### Required action
Write out each line of the entries below that holds the word "names".

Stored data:
* * * * * * *

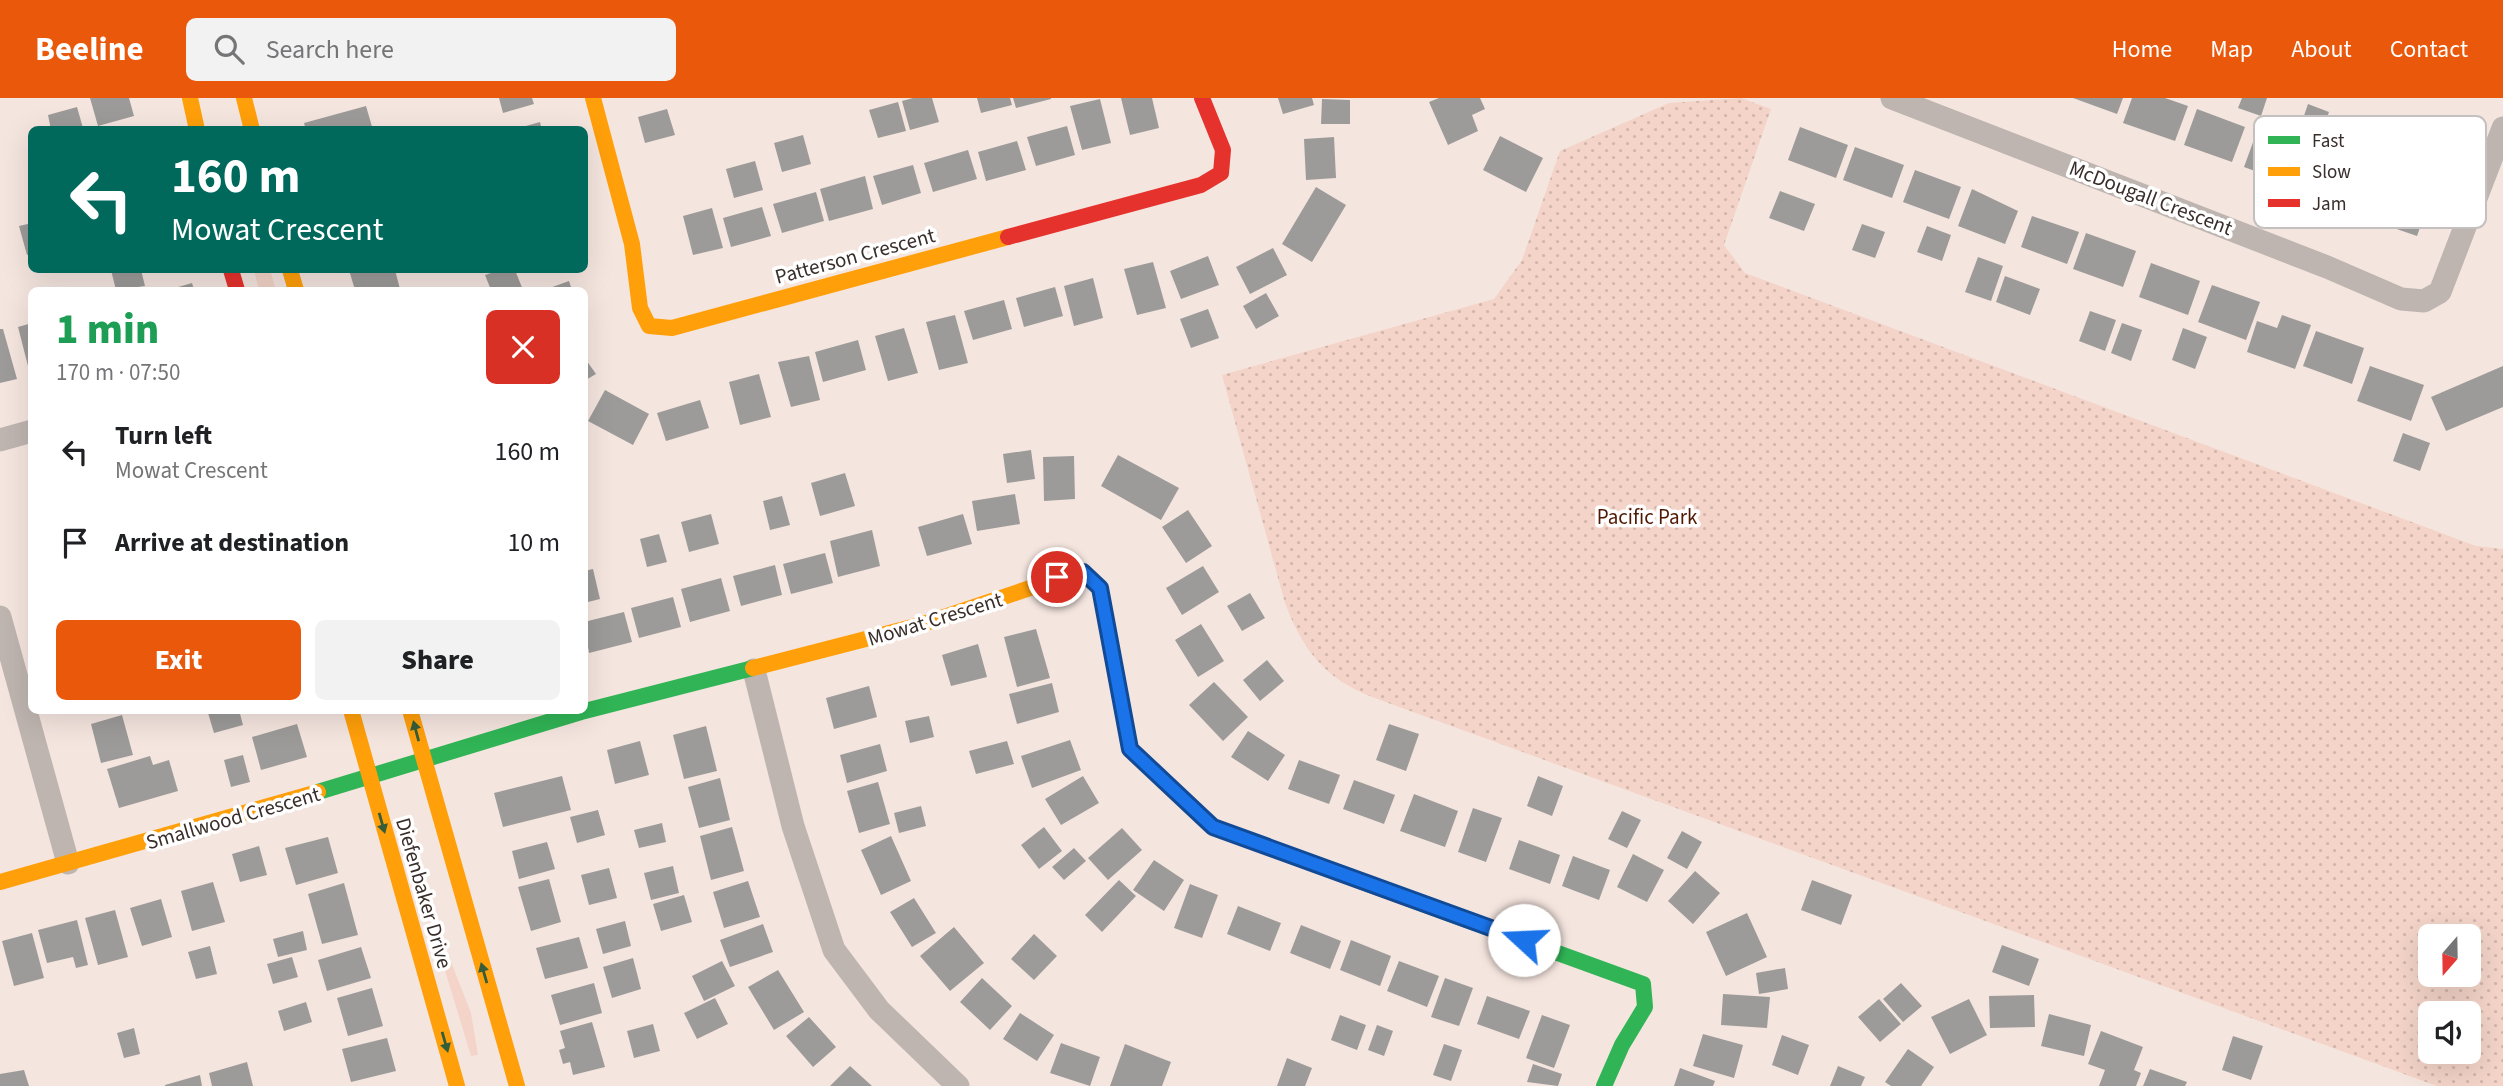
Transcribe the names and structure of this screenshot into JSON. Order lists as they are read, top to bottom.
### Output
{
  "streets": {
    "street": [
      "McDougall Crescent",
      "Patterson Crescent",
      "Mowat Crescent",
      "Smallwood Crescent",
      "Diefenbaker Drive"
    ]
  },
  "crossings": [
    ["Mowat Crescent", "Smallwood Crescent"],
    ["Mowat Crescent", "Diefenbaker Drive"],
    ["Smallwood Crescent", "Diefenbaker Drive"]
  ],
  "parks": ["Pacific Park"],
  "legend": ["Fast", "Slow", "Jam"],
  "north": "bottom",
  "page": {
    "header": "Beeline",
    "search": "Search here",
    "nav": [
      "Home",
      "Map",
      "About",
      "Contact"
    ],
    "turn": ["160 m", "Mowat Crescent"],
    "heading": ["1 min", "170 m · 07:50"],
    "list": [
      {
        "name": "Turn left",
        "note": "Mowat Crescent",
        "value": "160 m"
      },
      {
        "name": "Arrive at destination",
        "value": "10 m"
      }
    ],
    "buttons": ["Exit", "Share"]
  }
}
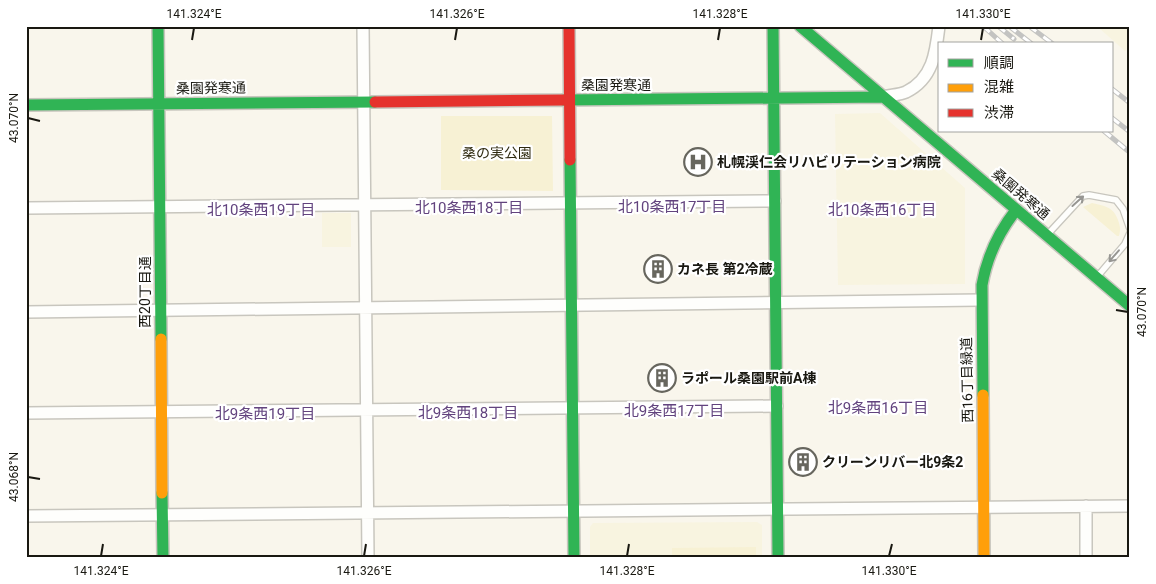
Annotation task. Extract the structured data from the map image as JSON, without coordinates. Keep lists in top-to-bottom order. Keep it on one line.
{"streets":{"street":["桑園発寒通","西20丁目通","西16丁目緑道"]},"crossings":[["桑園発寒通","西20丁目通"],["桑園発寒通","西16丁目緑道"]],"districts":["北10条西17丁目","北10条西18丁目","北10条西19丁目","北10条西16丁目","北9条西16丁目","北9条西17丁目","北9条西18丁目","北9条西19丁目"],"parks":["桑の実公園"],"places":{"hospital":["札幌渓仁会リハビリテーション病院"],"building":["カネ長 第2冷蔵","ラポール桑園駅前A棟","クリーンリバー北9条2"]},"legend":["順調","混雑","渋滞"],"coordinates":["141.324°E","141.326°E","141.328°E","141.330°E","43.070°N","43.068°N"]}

* * * * * * *

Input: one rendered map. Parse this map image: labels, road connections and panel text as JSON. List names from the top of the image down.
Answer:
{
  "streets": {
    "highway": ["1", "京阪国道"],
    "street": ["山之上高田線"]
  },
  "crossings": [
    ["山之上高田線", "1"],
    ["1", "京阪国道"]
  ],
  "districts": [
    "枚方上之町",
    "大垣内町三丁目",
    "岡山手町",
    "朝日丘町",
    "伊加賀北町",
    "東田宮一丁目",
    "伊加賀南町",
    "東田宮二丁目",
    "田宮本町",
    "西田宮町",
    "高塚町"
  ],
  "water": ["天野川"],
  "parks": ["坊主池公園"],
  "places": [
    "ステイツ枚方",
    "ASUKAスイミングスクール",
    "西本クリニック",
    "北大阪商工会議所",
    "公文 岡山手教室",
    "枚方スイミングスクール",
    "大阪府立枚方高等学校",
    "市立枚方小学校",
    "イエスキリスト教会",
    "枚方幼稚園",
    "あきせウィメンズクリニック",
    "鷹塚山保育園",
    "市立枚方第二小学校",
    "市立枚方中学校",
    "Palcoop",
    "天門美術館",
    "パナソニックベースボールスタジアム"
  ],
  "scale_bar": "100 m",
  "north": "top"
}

* * * * * * *

### Solution for this task
Transcribe the names and structure of this screenshot into JSON. Order lists as they are read, top to bottom.
Input: one rendered map. Parse this map image: labels, road connections and panel text as JSON. List names from the top of the image down.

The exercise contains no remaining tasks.